[Extracted data entries]
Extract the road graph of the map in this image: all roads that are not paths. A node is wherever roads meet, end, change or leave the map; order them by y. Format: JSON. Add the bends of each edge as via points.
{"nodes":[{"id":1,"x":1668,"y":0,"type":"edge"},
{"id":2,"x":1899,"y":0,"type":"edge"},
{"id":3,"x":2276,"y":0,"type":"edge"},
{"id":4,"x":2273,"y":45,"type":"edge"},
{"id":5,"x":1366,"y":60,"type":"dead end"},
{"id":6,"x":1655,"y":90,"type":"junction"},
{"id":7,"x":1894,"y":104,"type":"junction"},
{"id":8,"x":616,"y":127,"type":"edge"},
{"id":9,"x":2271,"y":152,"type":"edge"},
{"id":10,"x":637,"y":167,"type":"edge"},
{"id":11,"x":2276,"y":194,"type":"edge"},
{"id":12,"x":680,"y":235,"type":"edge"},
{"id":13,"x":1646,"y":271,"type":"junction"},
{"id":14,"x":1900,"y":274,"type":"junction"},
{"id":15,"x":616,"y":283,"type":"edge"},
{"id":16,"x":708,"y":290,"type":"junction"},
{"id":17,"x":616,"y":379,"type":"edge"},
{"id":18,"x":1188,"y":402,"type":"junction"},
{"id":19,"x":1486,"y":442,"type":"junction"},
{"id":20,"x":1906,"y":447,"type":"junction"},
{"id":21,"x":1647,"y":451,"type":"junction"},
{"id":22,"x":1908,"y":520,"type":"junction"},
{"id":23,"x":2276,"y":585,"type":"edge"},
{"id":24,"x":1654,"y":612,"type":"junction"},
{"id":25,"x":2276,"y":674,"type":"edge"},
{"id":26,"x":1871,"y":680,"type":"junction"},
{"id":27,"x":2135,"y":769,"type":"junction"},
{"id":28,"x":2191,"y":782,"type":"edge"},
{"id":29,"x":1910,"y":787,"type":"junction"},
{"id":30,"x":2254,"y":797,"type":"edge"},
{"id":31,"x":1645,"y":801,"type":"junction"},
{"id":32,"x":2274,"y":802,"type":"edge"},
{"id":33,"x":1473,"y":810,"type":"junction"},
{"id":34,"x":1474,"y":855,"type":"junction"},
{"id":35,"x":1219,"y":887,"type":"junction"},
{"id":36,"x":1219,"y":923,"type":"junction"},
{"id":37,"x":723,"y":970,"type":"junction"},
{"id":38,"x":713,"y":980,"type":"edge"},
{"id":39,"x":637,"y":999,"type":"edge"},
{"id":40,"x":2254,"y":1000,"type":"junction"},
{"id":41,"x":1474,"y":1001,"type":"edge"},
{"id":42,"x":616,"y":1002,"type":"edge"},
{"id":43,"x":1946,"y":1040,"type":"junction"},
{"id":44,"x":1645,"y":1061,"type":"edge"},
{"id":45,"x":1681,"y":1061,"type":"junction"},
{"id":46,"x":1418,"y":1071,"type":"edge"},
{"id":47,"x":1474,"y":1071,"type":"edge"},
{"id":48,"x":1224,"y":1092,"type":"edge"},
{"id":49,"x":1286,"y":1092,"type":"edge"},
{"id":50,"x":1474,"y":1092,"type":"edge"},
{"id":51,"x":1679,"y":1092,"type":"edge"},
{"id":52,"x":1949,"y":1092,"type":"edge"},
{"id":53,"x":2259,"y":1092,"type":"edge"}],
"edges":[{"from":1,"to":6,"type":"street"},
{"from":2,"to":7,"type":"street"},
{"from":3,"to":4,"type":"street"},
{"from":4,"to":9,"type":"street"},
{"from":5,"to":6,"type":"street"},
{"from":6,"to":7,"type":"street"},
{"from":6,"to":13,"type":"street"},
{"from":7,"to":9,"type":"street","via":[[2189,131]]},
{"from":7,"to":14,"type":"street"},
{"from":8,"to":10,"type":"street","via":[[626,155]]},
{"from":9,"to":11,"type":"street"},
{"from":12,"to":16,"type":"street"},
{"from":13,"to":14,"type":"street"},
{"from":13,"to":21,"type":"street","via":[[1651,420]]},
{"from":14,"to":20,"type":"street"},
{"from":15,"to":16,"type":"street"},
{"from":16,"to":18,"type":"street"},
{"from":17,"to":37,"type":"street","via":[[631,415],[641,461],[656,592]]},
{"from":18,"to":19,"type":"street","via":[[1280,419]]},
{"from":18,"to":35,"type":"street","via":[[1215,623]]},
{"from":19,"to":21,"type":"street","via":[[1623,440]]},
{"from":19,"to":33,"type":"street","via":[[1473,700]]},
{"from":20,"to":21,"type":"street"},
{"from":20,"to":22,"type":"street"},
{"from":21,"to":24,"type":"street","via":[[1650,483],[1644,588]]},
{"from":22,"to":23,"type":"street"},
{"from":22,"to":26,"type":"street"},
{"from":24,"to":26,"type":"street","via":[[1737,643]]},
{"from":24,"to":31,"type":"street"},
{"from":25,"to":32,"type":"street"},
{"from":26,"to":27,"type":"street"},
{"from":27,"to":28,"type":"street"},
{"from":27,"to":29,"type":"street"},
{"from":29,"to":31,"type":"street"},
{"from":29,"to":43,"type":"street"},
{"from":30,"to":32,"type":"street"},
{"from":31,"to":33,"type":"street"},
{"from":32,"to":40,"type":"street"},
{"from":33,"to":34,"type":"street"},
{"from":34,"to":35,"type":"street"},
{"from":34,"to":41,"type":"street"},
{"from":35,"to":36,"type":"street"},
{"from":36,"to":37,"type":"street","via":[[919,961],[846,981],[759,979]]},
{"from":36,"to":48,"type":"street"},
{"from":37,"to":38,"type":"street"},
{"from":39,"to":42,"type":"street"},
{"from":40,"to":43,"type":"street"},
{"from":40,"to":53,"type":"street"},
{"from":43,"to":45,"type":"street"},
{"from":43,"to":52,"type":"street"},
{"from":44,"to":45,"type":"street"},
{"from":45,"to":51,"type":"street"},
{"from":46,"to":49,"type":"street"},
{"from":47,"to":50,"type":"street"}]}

→ What this task involves: Repeat each entry exactly.

→ Answer:
Extract the road graph of the map in this image: all roads that are not paths. A node is wherever roads meet, end, change or leave the map; order them by y. Format: JSON. Add the bends of each edge as via points.
{"nodes":[{"id":1,"x":1668,"y":0,"type":"edge"},
{"id":2,"x":1899,"y":0,"type":"edge"},
{"id":3,"x":2276,"y":0,"type":"edge"},
{"id":4,"x":2273,"y":45,"type":"edge"},
{"id":5,"x":1366,"y":60,"type":"dead end"},
{"id":6,"x":1655,"y":90,"type":"junction"},
{"id":7,"x":1894,"y":104,"type":"junction"},
{"id":8,"x":616,"y":127,"type":"edge"},
{"id":9,"x":2271,"y":152,"type":"edge"},
{"id":10,"x":637,"y":167,"type":"edge"},
{"id":11,"x":2276,"y":194,"type":"edge"},
{"id":12,"x":680,"y":235,"type":"edge"},
{"id":13,"x":1646,"y":271,"type":"junction"},
{"id":14,"x":1900,"y":274,"type":"junction"},
{"id":15,"x":616,"y":283,"type":"edge"},
{"id":16,"x":708,"y":290,"type":"junction"},
{"id":17,"x":616,"y":379,"type":"edge"},
{"id":18,"x":1188,"y":402,"type":"junction"},
{"id":19,"x":1486,"y":442,"type":"junction"},
{"id":20,"x":1906,"y":447,"type":"junction"},
{"id":21,"x":1647,"y":451,"type":"junction"},
{"id":22,"x":1908,"y":520,"type":"junction"},
{"id":23,"x":2276,"y":585,"type":"edge"},
{"id":24,"x":1654,"y":612,"type":"junction"},
{"id":25,"x":2276,"y":674,"type":"edge"},
{"id":26,"x":1871,"y":680,"type":"junction"},
{"id":27,"x":2135,"y":769,"type":"junction"},
{"id":28,"x":2191,"y":782,"type":"edge"},
{"id":29,"x":1910,"y":787,"type":"junction"},
{"id":30,"x":2254,"y":797,"type":"edge"},
{"id":31,"x":1645,"y":801,"type":"junction"},
{"id":32,"x":2274,"y":802,"type":"edge"},
{"id":33,"x":1473,"y":810,"type":"junction"},
{"id":34,"x":1474,"y":855,"type":"junction"},
{"id":35,"x":1219,"y":887,"type":"junction"},
{"id":36,"x":1219,"y":923,"type":"junction"},
{"id":37,"x":723,"y":970,"type":"junction"},
{"id":38,"x":713,"y":980,"type":"edge"},
{"id":39,"x":637,"y":999,"type":"edge"},
{"id":40,"x":2254,"y":1000,"type":"junction"},
{"id":41,"x":1474,"y":1001,"type":"edge"},
{"id":42,"x":616,"y":1002,"type":"edge"},
{"id":43,"x":1946,"y":1040,"type":"junction"},
{"id":44,"x":1645,"y":1061,"type":"edge"},
{"id":45,"x":1681,"y":1061,"type":"junction"},
{"id":46,"x":1418,"y":1071,"type":"edge"},
{"id":47,"x":1474,"y":1071,"type":"edge"},
{"id":48,"x":1224,"y":1092,"type":"edge"},
{"id":49,"x":1286,"y":1092,"type":"edge"},
{"id":50,"x":1474,"y":1092,"type":"edge"},
{"id":51,"x":1679,"y":1092,"type":"edge"},
{"id":52,"x":1949,"y":1092,"type":"edge"},
{"id":53,"x":2259,"y":1092,"type":"edge"}],
"edges":[{"from":1,"to":6,"type":"street"},
{"from":2,"to":7,"type":"street"},
{"from":3,"to":4,"type":"street"},
{"from":4,"to":9,"type":"street"},
{"from":5,"to":6,"type":"street"},
{"from":6,"to":7,"type":"street"},
{"from":6,"to":13,"type":"street"},
{"from":7,"to":9,"type":"street","via":[[2189,131]]},
{"from":7,"to":14,"type":"street"},
{"from":8,"to":10,"type":"street","via":[[626,155]]},
{"from":9,"to":11,"type":"street"},
{"from":12,"to":16,"type":"street"},
{"from":13,"to":14,"type":"street"},
{"from":13,"to":21,"type":"street","via":[[1651,420]]},
{"from":14,"to":20,"type":"street"},
{"from":15,"to":16,"type":"street"},
{"from":16,"to":18,"type":"street"},
{"from":17,"to":37,"type":"street","via":[[631,415],[641,461],[656,592]]},
{"from":18,"to":19,"type":"street","via":[[1280,419]]},
{"from":18,"to":35,"type":"street","via":[[1215,623]]},
{"from":19,"to":21,"type":"street","via":[[1623,440]]},
{"from":19,"to":33,"type":"street","via":[[1473,700]]},
{"from":20,"to":21,"type":"street"},
{"from":20,"to":22,"type":"street"},
{"from":21,"to":24,"type":"street","via":[[1650,483],[1644,588]]},
{"from":22,"to":23,"type":"street"},
{"from":22,"to":26,"type":"street"},
{"from":24,"to":26,"type":"street","via":[[1737,643]]},
{"from":24,"to":31,"type":"street"},
{"from":25,"to":32,"type":"street"},
{"from":26,"to":27,"type":"street"},
{"from":27,"to":28,"type":"street"},
{"from":27,"to":29,"type":"street"},
{"from":29,"to":31,"type":"street"},
{"from":29,"to":43,"type":"street"},
{"from":30,"to":32,"type":"street"},
{"from":31,"to":33,"type":"street"},
{"from":32,"to":40,"type":"street"},
{"from":33,"to":34,"type":"street"},
{"from":34,"to":35,"type":"street"},
{"from":34,"to":41,"type":"street"},
{"from":35,"to":36,"type":"street"},
{"from":36,"to":37,"type":"street","via":[[919,961],[846,981],[759,979]]},
{"from":36,"to":48,"type":"street"},
{"from":37,"to":38,"type":"street"},
{"from":39,"to":42,"type":"street"},
{"from":40,"to":43,"type":"street"},
{"from":40,"to":53,"type":"street"},
{"from":43,"to":45,"type":"street"},
{"from":43,"to":52,"type":"street"},
{"from":44,"to":45,"type":"street"},
{"from":45,"to":51,"type":"street"},
{"from":46,"to":49,"type":"street"},
{"from":47,"to":50,"type":"street"}]}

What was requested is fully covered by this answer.